═════ AVAILABLE DATA ═════
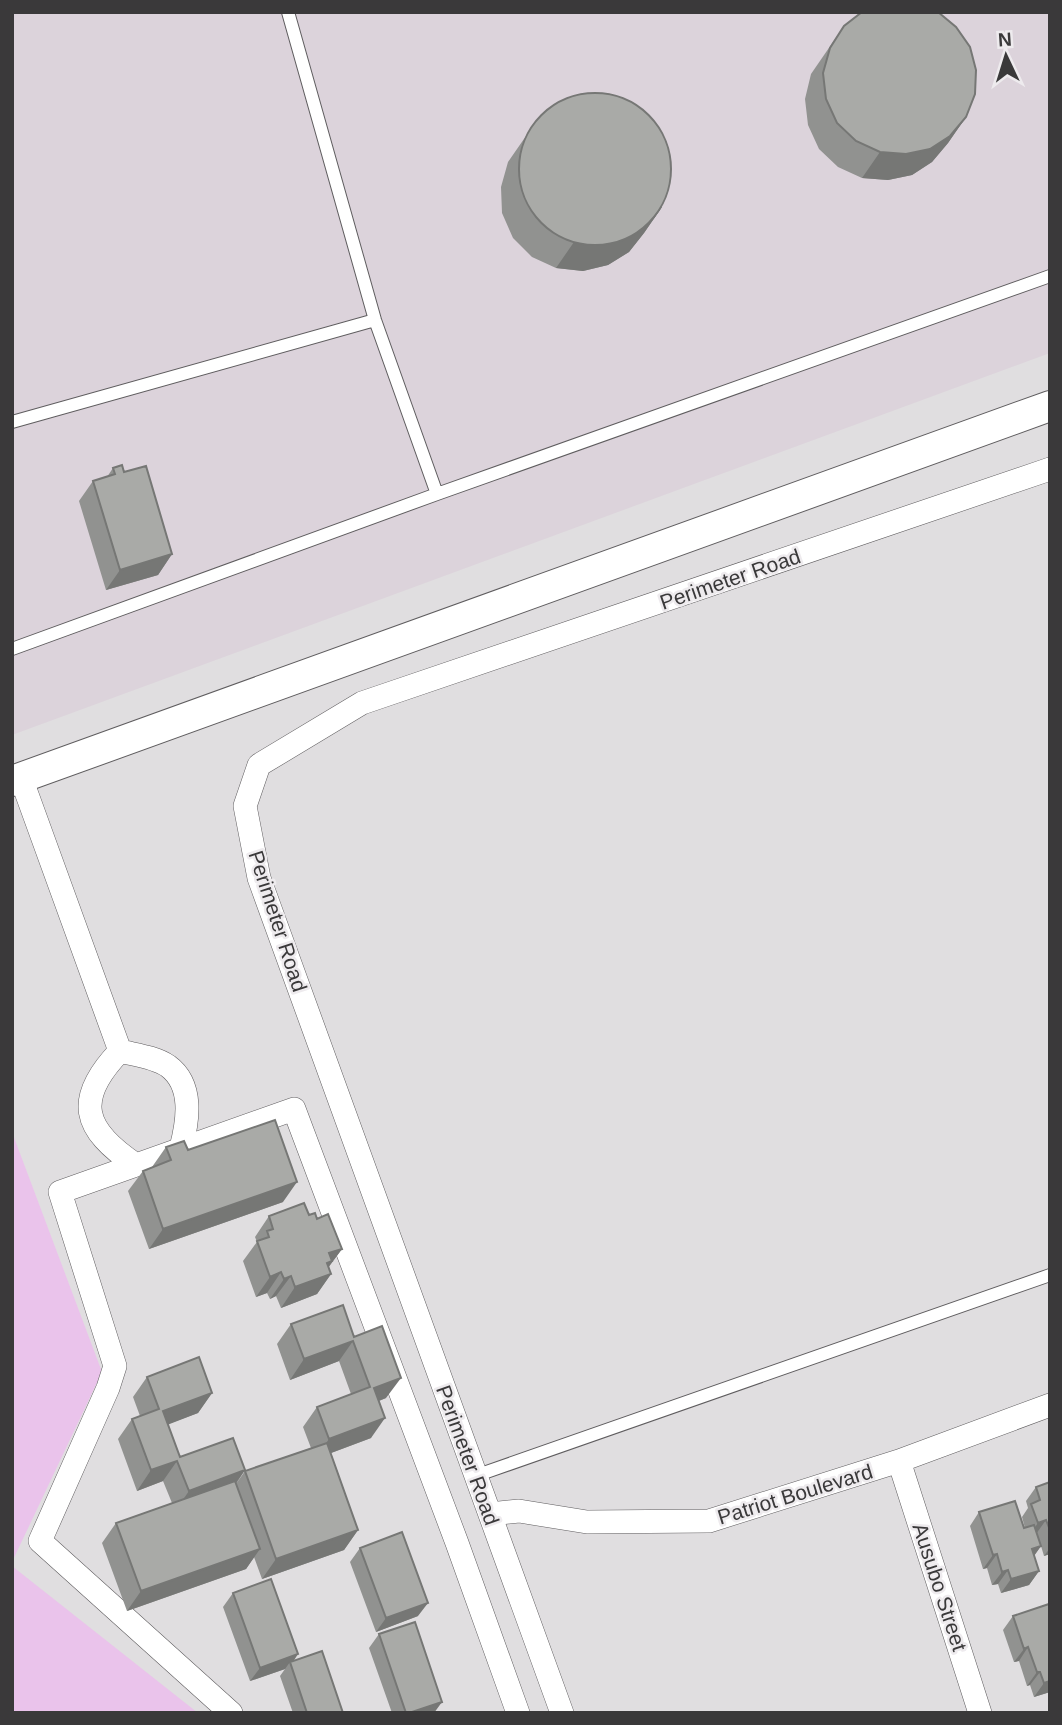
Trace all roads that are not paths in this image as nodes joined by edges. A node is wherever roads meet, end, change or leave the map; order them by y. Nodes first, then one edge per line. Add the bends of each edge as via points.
1 (288, 12) edge
2 (1050, 276) edge
3 (375, 320) junction
4 (1050, 406) edge
5 (12, 422) edge
6 (1050, 469) edge
7 (437, 494) junction
8 (12, 649) edge
9 (17, 779) edge
10 (120, 1051) junction
11 (181, 1148) junction
12 (136, 1165) junction
13 (1050, 1275) edge
14 (1050, 1405) edge
15 (899, 1461) junction
16 (475, 1476) junction
17 (489, 1514) junction
18 (231, 1713) edge
19 (519, 1713) edge
20 (562, 1713) edge
21 (980, 1713) edge

1 - 3 lane
2 - 7 lane
3 - 5 lane
3 - 7 lane
4 - 9 street
6 - 16 street, Perimeter Road via 362,703 259,765 245,806 259,878
7 - 8 lane
9 - 10 street
10 - 11 street via 159,1062 176,1075 187,1098
10 - 12 street via 98,1078 90,1098 91,1115 105,1142
11 - 12 street
11 - 19 street via 294,1109
12 - 18 street via 60,1192 115,1366 40,1541
13 - 16 lane
14 - 15 street, Patriot Boulevard
15 - 17 street, Patriot Boulevard via 709,1521 587,1522 519,1511
15 - 21 street, Ausubo Street
16 - 17 street, Perimeter Road
17 - 20 street, Perimeter Road

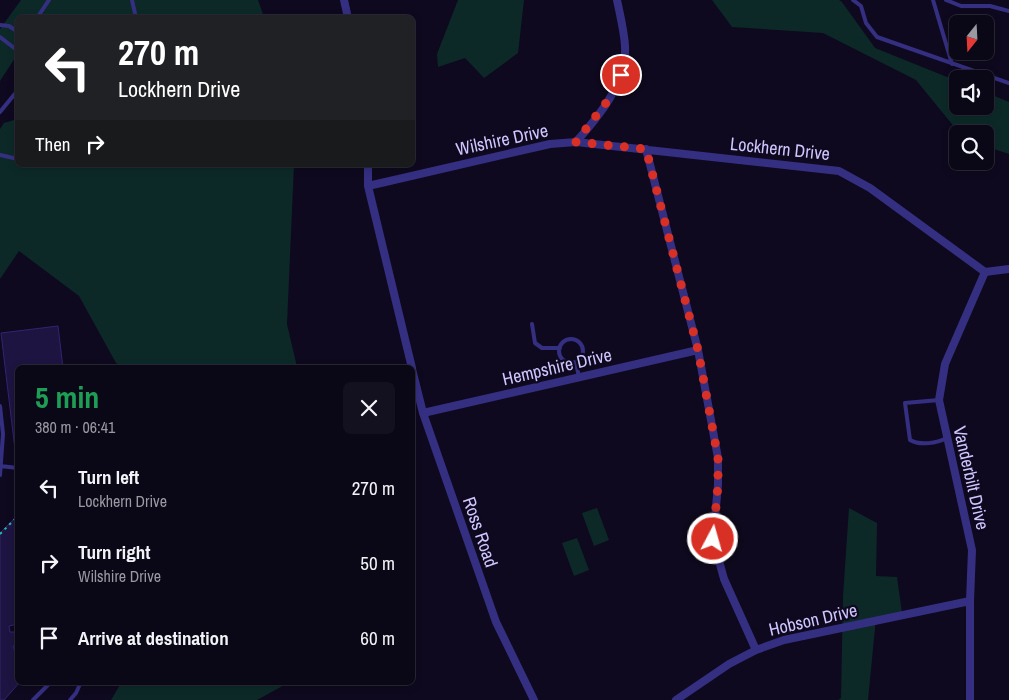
═════
__TASK DETAILS__:
Give all the lines above again, character for character, without pictures.

__FINISHED EXERCISE__:
Trace all roads that are not paths in this image as nodes joined by edges. A node is wherever roads meet, end, change or leave the map; order them by y. Nodes first, then one edge per line. Add the bends of each edge as via points.
1 (288, 12) edge
2 (1050, 276) edge
3 (375, 320) junction
4 (1050, 406) edge
5 (12, 422) edge
6 (1050, 469) edge
7 (437, 494) junction
8 (12, 649) edge
9 (17, 779) edge
10 (120, 1051) junction
11 (181, 1148) junction
12 (136, 1165) junction
13 (1050, 1275) edge
14 (1050, 1405) edge
15 (899, 1461) junction
16 (475, 1476) junction
17 (489, 1514) junction
18 (231, 1713) edge
19 (519, 1713) edge
20 (562, 1713) edge
21 (980, 1713) edge

1 - 3 lane
2 - 7 lane
3 - 5 lane
3 - 7 lane
4 - 9 street
6 - 16 street, Perimeter Road via 362,703 259,765 245,806 259,878
7 - 8 lane
9 - 10 street
10 - 11 street via 159,1062 176,1075 187,1098
10 - 12 street via 98,1078 90,1098 91,1115 105,1142
11 - 12 street
11 - 19 street via 294,1109
12 - 18 street via 60,1192 115,1366 40,1541
13 - 16 lane
14 - 15 street, Patriot Boulevard
15 - 17 street, Patriot Boulevard via 709,1521 587,1522 519,1511
15 - 21 street, Ausubo Street
16 - 17 street, Perimeter Road
17 - 20 street, Perimeter Road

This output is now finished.